*What you will do*:
Without changing a word, repeat the data, and include no pictures.

Records from a data collection
Segment Open

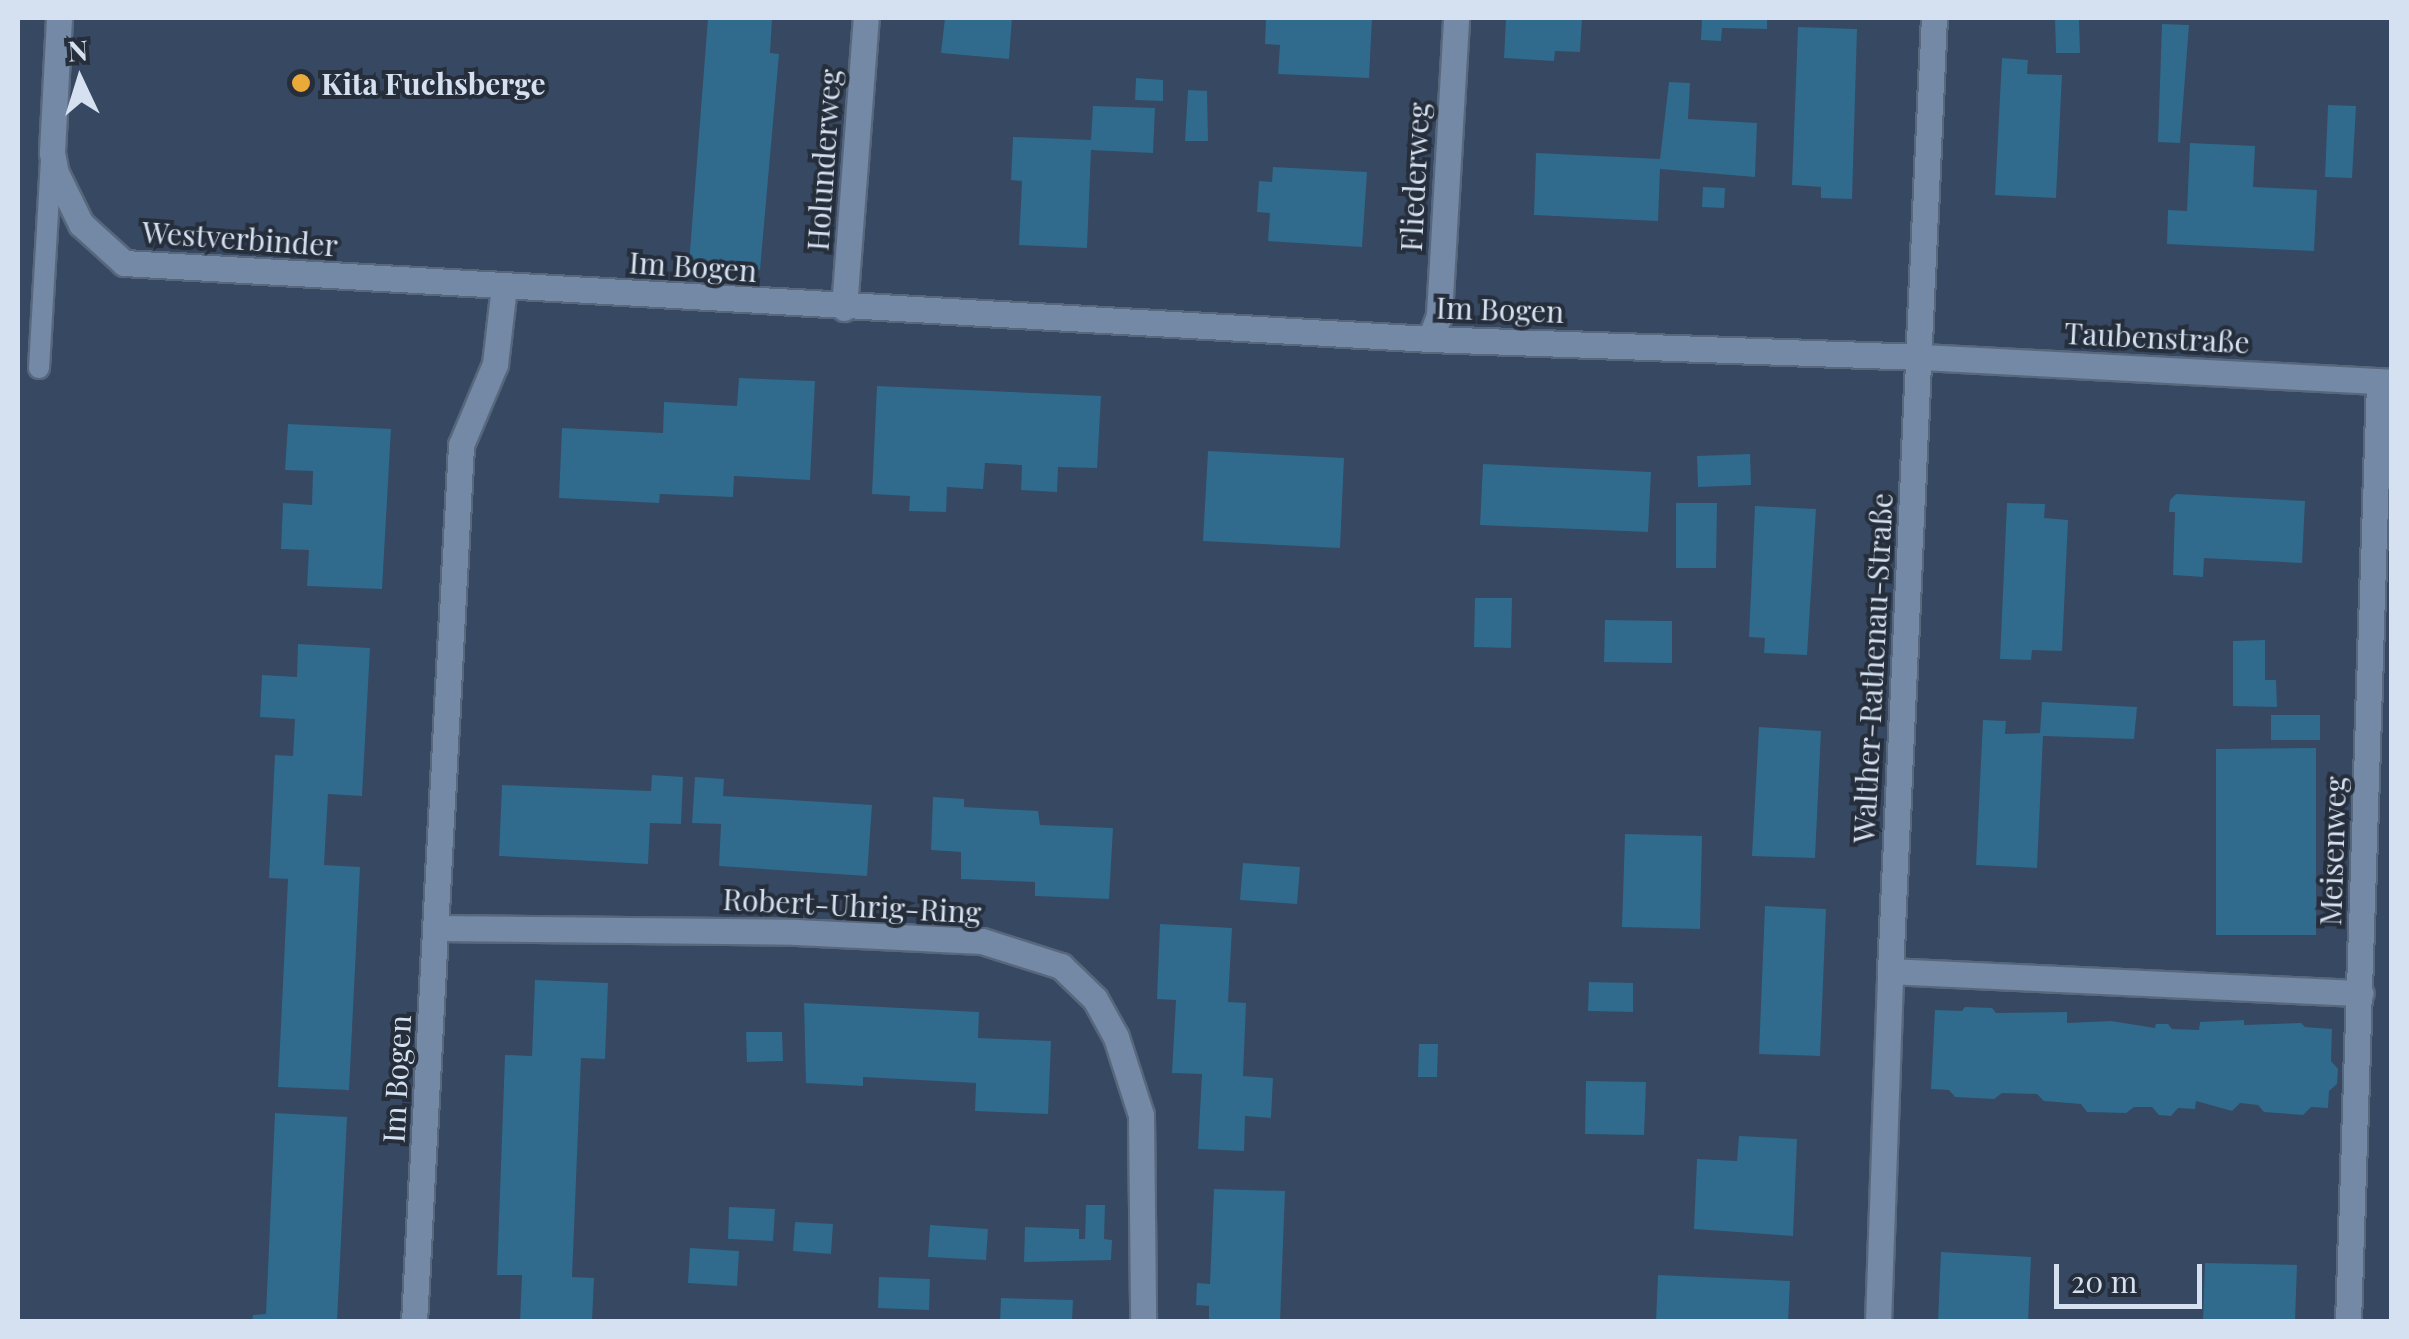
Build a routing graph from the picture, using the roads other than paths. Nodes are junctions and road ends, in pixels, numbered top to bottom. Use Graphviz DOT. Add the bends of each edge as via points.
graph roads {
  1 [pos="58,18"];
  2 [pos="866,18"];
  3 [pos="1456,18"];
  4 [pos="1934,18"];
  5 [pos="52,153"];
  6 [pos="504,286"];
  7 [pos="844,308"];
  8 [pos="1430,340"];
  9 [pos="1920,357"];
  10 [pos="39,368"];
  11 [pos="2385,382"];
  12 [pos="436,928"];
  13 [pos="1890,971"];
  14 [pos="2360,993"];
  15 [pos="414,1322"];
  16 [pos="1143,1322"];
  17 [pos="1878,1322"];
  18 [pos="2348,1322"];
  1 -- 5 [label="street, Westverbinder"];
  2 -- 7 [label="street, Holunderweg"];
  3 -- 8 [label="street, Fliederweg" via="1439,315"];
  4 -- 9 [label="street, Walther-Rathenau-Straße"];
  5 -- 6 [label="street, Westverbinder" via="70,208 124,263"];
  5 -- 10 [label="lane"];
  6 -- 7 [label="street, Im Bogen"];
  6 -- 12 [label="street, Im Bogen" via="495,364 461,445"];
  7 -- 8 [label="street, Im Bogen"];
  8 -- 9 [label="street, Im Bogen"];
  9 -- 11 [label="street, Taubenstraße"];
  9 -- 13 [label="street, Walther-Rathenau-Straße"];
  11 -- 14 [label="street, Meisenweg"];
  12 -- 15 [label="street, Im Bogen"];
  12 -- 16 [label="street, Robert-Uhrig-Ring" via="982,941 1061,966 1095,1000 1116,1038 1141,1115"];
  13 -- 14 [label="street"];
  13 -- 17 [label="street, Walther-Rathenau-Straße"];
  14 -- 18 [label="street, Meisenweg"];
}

Segment Closed

*Solution below*:
Build a routing graph from the picture, using the roads other than paths. Nodes are junctions and road ends, in pixels, numbered top to bottom. Use Graphviz DOT. Add the bends of each edge as via points.
graph roads {
  1 [pos="58,18"];
  2 [pos="866,18"];
  3 [pos="1456,18"];
  4 [pos="1934,18"];
  5 [pos="52,153"];
  6 [pos="504,286"];
  7 [pos="844,308"];
  8 [pos="1430,340"];
  9 [pos="1920,357"];
  10 [pos="39,368"];
  11 [pos="2385,382"];
  12 [pos="436,928"];
  13 [pos="1890,971"];
  14 [pos="2360,993"];
  15 [pos="414,1322"];
  16 [pos="1143,1322"];
  17 [pos="1878,1322"];
  18 [pos="2348,1322"];
  1 -- 5 [label="street, Westverbinder"];
  2 -- 7 [label="street, Holunderweg"];
  3 -- 8 [label="street, Fliederweg" via="1439,315"];
  4 -- 9 [label="street, Walther-Rathenau-Straße"];
  5 -- 6 [label="street, Westverbinder" via="70,208 124,263"];
  5 -- 10 [label="lane"];
  6 -- 7 [label="street, Im Bogen"];
  6 -- 12 [label="street, Im Bogen" via="495,364 461,445"];
  7 -- 8 [label="street, Im Bogen"];
  8 -- 9 [label="street, Im Bogen"];
  9 -- 11 [label="street, Taubenstraße"];
  9 -- 13 [label="street, Walther-Rathenau-Straße"];
  11 -- 14 [label="street, Meisenweg"];
  12 -- 15 [label="street, Im Bogen"];
  12 -- 16 [label="street, Robert-Uhrig-Ring" via="982,941 1061,966 1095,1000 1116,1038 1141,1115"];
  13 -- 14 [label="street"];
  13 -- 17 [label="street, Walther-Rathenau-Straße"];
  14 -- 18 [label="street, Meisenweg"];
}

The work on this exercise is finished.